Using the listing below, copy exactly the lines from the one containing "90, face1, 0xffdedede);" to the one containing "box(c, 401, 589, 603, 590, 0xff151b8d);", both lines included, and no others.
....................
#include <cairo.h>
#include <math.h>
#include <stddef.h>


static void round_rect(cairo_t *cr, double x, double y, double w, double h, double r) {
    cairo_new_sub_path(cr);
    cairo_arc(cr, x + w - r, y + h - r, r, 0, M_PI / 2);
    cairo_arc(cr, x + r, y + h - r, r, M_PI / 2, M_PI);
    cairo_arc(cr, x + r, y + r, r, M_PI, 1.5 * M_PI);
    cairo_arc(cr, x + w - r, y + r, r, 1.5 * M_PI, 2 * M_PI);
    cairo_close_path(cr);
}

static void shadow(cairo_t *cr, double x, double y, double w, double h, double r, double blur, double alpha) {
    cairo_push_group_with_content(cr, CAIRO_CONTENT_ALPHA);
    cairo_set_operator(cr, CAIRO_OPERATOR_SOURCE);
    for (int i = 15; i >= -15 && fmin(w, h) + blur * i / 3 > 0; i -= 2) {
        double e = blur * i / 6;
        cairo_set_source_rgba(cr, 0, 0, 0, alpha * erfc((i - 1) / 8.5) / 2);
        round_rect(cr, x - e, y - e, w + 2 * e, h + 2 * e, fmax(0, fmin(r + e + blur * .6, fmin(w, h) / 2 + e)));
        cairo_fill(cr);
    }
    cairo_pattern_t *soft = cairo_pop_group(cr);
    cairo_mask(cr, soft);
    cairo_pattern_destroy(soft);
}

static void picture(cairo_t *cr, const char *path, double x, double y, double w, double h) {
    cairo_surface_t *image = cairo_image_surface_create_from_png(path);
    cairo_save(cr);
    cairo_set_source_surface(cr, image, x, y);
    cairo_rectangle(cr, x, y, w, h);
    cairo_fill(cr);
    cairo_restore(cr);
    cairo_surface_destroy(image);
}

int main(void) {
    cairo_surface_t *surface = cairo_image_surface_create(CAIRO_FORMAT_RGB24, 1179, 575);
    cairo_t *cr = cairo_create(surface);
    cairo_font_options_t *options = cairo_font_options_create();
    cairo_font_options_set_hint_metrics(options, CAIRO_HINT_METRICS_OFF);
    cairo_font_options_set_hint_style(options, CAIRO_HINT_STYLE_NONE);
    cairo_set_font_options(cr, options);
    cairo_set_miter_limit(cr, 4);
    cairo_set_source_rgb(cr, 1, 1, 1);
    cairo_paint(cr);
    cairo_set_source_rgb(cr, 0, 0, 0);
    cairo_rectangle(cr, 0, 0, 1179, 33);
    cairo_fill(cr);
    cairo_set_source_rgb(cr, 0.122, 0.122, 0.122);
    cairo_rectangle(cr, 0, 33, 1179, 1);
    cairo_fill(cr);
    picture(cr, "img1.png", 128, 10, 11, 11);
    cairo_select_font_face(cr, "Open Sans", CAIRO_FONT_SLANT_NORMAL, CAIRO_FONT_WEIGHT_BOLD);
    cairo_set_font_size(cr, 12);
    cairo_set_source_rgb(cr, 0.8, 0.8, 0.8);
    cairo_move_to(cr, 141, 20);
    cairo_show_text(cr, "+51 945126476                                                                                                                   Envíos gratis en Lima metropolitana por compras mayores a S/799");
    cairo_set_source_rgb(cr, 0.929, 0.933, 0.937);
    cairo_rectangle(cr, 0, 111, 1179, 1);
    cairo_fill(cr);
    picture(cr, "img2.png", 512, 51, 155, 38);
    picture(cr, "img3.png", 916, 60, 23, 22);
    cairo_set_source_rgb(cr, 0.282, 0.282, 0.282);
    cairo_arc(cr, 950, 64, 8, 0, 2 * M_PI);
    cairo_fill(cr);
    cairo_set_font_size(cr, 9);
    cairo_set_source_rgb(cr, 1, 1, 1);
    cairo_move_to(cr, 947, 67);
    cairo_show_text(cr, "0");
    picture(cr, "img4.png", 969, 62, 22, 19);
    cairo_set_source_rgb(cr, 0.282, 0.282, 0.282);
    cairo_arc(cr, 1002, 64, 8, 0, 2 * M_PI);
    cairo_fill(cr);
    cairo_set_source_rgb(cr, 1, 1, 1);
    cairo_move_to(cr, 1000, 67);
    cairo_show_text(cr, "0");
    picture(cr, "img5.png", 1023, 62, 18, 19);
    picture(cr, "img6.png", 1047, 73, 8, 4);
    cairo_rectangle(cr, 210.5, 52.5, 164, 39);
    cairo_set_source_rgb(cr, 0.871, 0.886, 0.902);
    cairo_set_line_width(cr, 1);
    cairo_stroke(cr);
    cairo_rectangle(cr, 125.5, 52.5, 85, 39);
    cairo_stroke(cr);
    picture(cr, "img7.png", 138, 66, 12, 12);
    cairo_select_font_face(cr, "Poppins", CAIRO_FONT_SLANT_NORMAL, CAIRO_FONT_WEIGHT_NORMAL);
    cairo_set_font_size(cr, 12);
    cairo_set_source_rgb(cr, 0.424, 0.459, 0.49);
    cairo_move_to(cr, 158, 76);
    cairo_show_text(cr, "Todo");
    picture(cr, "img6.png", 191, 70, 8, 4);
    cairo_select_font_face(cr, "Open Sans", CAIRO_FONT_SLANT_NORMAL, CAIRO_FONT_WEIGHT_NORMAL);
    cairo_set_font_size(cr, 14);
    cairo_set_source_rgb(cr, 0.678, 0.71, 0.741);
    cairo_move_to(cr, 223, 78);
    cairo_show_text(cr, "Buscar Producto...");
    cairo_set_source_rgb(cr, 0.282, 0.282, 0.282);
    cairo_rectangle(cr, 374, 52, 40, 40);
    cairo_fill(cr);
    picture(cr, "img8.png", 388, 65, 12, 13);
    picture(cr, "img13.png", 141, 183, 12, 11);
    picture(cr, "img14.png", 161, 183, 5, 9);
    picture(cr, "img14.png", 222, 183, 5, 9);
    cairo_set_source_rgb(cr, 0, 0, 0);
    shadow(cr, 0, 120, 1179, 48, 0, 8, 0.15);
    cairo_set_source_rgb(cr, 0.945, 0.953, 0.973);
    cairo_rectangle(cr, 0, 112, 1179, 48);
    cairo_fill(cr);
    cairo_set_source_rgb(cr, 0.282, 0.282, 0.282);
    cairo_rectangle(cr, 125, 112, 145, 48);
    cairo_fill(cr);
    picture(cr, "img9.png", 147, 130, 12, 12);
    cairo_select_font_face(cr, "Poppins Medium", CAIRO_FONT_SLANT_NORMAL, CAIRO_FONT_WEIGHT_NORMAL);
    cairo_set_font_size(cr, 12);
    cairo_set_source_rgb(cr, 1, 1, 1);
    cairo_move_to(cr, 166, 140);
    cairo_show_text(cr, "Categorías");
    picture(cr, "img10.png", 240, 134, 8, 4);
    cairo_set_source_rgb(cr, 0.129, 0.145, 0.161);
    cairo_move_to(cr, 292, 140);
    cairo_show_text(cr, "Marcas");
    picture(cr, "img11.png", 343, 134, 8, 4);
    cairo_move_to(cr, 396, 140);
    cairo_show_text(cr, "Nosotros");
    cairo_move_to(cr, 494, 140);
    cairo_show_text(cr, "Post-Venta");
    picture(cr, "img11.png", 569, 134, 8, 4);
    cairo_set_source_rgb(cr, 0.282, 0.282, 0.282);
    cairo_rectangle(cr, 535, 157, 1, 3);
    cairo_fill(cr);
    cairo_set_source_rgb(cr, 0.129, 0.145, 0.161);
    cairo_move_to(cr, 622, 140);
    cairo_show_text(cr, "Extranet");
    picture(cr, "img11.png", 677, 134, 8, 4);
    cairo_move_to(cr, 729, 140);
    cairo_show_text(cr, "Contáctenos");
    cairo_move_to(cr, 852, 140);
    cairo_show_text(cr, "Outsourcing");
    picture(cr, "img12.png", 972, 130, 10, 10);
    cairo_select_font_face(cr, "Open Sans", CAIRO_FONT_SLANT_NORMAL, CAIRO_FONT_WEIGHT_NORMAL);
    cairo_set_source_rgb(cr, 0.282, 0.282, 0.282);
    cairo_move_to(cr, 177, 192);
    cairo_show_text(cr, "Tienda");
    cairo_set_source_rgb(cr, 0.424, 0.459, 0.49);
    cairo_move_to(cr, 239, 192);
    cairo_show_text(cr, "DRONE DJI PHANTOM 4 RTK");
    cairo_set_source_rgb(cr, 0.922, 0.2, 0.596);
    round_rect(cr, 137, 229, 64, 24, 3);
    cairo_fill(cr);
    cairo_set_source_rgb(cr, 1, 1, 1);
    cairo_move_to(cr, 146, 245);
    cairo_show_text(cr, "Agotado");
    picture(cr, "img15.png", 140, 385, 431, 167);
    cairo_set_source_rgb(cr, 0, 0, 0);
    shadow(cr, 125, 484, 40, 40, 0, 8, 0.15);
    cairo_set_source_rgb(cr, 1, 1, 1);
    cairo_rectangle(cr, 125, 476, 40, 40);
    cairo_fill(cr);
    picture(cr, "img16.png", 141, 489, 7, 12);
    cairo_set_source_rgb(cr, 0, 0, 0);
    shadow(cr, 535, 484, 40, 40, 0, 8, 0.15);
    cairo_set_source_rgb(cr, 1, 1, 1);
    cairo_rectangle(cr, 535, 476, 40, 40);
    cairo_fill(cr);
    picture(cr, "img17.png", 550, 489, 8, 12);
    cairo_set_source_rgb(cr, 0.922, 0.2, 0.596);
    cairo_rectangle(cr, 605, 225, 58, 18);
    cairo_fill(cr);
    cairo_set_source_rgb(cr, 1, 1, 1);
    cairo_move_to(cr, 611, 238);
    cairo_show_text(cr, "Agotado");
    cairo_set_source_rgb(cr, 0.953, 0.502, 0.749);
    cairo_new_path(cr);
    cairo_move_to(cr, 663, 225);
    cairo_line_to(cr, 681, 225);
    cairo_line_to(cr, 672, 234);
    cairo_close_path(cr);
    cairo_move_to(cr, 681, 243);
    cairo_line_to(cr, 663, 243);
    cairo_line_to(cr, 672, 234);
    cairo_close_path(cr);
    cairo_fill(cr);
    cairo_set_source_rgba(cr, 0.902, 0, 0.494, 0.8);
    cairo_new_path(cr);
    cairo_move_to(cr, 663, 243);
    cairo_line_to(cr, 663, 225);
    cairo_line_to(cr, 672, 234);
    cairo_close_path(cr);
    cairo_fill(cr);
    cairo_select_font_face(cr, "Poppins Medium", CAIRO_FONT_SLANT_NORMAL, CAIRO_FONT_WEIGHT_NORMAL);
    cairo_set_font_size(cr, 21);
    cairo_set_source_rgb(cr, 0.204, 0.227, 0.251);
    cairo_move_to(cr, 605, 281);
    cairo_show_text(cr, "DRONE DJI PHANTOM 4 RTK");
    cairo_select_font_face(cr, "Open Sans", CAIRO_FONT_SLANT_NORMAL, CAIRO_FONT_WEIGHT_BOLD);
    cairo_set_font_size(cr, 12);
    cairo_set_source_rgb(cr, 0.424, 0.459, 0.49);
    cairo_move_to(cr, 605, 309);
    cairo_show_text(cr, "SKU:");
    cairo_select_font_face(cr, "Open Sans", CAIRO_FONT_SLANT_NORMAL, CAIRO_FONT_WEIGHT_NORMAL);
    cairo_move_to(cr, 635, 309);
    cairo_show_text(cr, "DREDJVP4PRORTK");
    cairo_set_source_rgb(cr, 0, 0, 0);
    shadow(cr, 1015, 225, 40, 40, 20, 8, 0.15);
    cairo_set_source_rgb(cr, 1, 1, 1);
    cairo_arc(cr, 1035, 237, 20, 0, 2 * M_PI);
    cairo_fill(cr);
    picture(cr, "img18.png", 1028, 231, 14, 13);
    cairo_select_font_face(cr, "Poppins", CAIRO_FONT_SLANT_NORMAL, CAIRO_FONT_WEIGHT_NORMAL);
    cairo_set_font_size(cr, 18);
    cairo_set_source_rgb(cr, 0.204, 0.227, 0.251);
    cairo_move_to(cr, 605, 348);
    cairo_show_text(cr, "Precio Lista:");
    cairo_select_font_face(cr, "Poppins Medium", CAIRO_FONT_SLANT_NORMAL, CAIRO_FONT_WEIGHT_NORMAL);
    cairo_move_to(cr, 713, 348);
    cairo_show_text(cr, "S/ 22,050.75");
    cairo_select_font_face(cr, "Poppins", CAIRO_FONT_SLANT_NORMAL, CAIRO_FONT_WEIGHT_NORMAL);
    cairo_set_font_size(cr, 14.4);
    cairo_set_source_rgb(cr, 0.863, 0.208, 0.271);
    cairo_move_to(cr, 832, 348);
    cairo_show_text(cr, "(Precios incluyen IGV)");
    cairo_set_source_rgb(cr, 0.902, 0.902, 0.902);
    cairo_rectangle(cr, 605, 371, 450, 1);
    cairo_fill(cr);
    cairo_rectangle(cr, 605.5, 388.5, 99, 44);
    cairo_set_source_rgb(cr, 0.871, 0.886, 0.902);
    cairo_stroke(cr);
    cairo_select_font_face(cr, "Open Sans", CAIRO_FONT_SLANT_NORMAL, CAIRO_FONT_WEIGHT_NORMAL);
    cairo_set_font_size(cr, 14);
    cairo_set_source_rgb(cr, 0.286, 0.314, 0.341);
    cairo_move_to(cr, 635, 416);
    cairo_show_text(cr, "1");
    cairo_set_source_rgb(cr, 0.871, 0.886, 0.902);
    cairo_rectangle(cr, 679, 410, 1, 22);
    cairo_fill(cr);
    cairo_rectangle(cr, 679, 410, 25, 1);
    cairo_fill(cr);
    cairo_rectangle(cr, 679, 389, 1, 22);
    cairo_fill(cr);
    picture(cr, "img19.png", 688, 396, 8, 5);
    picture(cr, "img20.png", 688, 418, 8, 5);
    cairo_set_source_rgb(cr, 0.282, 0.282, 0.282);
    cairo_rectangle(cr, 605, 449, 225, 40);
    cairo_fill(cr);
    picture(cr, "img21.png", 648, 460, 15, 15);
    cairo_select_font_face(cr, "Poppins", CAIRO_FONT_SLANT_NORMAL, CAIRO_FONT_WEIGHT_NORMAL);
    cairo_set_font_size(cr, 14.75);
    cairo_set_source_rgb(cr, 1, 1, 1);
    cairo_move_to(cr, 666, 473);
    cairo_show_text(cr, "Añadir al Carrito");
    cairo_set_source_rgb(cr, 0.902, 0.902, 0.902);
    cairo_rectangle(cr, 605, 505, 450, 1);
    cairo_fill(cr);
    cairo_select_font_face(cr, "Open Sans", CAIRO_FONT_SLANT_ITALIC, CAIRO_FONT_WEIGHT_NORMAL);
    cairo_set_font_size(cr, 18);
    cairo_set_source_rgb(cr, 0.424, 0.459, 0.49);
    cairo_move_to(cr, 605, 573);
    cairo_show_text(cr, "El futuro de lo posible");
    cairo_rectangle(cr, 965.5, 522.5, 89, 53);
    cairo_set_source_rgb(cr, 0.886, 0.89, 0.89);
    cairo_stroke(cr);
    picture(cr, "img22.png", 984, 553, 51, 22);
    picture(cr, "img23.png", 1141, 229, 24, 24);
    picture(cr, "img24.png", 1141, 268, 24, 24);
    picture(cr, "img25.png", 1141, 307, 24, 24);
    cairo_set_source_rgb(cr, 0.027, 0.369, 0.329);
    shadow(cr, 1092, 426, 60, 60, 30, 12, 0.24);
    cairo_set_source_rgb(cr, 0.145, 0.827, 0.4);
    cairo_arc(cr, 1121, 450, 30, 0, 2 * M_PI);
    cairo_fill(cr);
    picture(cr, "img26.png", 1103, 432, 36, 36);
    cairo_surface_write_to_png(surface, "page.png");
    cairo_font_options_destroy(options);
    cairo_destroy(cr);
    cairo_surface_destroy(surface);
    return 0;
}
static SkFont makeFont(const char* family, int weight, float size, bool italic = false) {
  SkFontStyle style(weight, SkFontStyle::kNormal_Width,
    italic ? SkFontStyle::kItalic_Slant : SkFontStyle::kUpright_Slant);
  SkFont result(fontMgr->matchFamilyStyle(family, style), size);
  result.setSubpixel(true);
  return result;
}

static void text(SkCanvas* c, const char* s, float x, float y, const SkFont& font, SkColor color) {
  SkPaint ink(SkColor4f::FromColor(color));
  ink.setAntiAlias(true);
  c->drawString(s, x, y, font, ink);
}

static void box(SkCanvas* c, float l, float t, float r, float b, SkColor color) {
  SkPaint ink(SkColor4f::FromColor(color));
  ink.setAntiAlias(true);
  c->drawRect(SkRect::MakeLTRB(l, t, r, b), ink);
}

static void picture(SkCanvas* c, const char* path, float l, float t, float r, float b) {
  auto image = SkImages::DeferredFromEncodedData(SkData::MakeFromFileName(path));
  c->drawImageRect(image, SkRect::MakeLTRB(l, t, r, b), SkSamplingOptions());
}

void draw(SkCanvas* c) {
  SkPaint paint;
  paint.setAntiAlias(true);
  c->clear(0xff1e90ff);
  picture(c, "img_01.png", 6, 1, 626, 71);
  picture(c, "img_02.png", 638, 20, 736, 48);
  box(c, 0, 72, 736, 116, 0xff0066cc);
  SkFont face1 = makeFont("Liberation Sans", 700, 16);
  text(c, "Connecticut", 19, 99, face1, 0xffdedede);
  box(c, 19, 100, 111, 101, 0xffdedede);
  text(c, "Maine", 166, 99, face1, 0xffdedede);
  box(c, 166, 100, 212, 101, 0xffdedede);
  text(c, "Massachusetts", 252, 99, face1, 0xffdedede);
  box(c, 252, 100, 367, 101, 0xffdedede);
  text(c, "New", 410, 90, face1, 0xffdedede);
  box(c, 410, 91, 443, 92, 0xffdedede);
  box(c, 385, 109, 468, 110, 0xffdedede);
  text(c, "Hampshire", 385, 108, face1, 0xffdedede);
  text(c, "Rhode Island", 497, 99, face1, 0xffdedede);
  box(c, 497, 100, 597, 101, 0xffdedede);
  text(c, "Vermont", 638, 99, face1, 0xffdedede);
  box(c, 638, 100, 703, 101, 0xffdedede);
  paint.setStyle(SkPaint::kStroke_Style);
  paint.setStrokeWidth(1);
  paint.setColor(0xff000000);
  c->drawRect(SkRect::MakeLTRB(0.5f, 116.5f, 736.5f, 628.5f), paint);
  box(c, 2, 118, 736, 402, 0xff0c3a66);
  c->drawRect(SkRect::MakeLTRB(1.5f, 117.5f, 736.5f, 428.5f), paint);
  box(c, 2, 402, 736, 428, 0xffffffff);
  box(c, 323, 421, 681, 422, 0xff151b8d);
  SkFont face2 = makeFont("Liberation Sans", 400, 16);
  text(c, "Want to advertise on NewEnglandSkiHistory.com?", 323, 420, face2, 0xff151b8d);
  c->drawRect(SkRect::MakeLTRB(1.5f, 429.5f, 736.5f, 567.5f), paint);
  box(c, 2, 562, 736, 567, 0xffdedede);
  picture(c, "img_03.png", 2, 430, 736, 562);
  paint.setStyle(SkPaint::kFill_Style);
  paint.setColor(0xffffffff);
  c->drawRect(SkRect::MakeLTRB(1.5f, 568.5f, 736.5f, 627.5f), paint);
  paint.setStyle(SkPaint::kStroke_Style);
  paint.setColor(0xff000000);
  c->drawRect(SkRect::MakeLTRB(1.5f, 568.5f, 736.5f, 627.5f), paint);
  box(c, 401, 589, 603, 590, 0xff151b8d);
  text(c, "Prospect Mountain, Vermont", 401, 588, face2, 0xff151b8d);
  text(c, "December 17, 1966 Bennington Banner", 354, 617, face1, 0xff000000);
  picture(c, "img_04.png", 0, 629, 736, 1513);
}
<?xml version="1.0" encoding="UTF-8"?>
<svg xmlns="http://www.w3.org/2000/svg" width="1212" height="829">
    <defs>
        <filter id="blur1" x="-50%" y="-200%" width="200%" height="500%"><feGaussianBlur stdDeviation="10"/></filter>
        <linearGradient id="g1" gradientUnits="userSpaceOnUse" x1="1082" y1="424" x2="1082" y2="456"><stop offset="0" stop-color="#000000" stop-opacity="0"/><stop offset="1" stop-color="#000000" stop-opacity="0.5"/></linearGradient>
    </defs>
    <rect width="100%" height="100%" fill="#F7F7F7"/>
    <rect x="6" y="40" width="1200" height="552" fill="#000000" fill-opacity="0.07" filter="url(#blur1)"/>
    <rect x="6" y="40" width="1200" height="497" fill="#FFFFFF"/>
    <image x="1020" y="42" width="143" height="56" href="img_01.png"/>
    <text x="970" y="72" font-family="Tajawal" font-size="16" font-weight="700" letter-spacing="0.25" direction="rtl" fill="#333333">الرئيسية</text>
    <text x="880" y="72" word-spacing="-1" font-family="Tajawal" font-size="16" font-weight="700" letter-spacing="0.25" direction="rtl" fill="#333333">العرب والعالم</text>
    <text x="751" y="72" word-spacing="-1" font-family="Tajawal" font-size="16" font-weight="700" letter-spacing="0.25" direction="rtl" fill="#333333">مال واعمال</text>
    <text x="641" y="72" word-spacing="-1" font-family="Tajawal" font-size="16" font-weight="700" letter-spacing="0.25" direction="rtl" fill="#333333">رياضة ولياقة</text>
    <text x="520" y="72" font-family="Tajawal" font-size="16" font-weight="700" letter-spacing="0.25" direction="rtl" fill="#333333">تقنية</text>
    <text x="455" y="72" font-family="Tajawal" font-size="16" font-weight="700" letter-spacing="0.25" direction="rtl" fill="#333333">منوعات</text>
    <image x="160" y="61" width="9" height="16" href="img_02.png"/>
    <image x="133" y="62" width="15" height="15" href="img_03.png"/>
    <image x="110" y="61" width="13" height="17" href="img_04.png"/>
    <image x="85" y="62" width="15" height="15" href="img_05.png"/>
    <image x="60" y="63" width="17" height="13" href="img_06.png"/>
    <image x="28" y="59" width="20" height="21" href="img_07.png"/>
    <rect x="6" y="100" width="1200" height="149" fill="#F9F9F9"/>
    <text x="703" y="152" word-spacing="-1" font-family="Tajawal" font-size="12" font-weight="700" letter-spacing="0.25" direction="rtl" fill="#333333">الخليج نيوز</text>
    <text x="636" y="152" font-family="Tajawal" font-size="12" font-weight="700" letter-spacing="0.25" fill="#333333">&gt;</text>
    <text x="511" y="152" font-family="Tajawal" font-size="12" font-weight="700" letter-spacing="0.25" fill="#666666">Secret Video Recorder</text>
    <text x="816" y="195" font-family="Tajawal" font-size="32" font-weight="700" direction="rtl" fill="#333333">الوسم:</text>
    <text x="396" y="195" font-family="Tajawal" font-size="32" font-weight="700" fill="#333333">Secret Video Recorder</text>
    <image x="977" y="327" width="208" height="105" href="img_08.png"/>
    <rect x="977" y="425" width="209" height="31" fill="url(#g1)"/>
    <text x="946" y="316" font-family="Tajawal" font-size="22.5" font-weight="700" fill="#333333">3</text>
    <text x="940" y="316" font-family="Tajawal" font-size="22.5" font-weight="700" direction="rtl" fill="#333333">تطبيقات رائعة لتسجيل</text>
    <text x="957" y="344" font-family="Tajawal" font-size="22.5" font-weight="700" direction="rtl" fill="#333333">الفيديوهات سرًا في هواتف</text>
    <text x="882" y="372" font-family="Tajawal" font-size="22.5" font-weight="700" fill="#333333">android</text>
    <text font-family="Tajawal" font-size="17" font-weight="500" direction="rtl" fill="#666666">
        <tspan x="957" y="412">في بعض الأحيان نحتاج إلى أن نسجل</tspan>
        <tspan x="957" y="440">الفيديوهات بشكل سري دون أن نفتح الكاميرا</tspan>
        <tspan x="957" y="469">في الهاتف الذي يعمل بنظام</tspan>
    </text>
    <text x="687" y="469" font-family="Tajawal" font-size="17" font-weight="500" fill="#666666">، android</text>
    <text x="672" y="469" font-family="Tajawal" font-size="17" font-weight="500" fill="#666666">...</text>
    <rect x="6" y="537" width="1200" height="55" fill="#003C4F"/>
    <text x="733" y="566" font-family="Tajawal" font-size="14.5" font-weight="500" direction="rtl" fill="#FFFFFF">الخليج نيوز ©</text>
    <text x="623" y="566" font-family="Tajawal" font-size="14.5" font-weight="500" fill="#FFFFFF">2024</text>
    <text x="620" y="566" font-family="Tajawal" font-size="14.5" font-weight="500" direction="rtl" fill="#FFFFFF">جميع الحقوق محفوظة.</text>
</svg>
....................
Task answer —
  text(c, "New", 410, 90, face1, 0xffdedede);
  box(c, 410, 91, 443, 92, 0xffdedede);
  box(c, 385, 109, 468, 110, 0xffdedede);
  text(c, "Hampshire", 385, 108, face1, 0xffdedede);
  text(c, "Rhode Island", 497, 99, face1, 0xffdedede);
  box(c, 497, 100, 597, 101, 0xffdedede);
  text(c, "Vermont", 638, 99, face1, 0xffdedede);
  box(c, 638, 100, 703, 101, 0xffdedede);
  paint.setStyle(SkPaint::kStroke_Style);
  paint.setStrokeWidth(1);
  paint.setColor(0xff000000);
  c->drawRect(SkRect::MakeLTRB(0.5f, 116.5f, 736.5f, 628.5f), paint);
  box(c, 2, 118, 736, 402, 0xff0c3a66);
  c->drawRect(SkRect::MakeLTRB(1.5f, 117.5f, 736.5f, 428.5f), paint);
  box(c, 2, 402, 736, 428, 0xffffffff);
  box(c, 323, 421, 681, 422, 0xff151b8d);
  SkFont face2 = makeFont("Liberation Sans", 400, 16);
  text(c, "Want to advertise on NewEnglandSkiHistory.com?", 323, 420, face2, 0xff151b8d);
  c->drawRect(SkRect::MakeLTRB(1.5f, 429.5f, 736.5f, 567.5f), paint);
  box(c, 2, 562, 736, 567, 0xffdedede);
  picture(c, "img_03.png", 2, 430, 736, 562);
  paint.setStyle(SkPaint::kFill_Style);
  paint.setColor(0xffffffff);
  c->drawRect(SkRect::MakeLTRB(1.5f, 568.5f, 736.5f, 627.5f), paint);
  paint.setStyle(SkPaint::kStroke_Style);
  paint.setColor(0xff000000);
  c->drawRect(SkRect::MakeLTRB(1.5f, 568.5f, 736.5f, 627.5f), paint);
  box(c, 401, 589, 603, 590, 0xff151b8d);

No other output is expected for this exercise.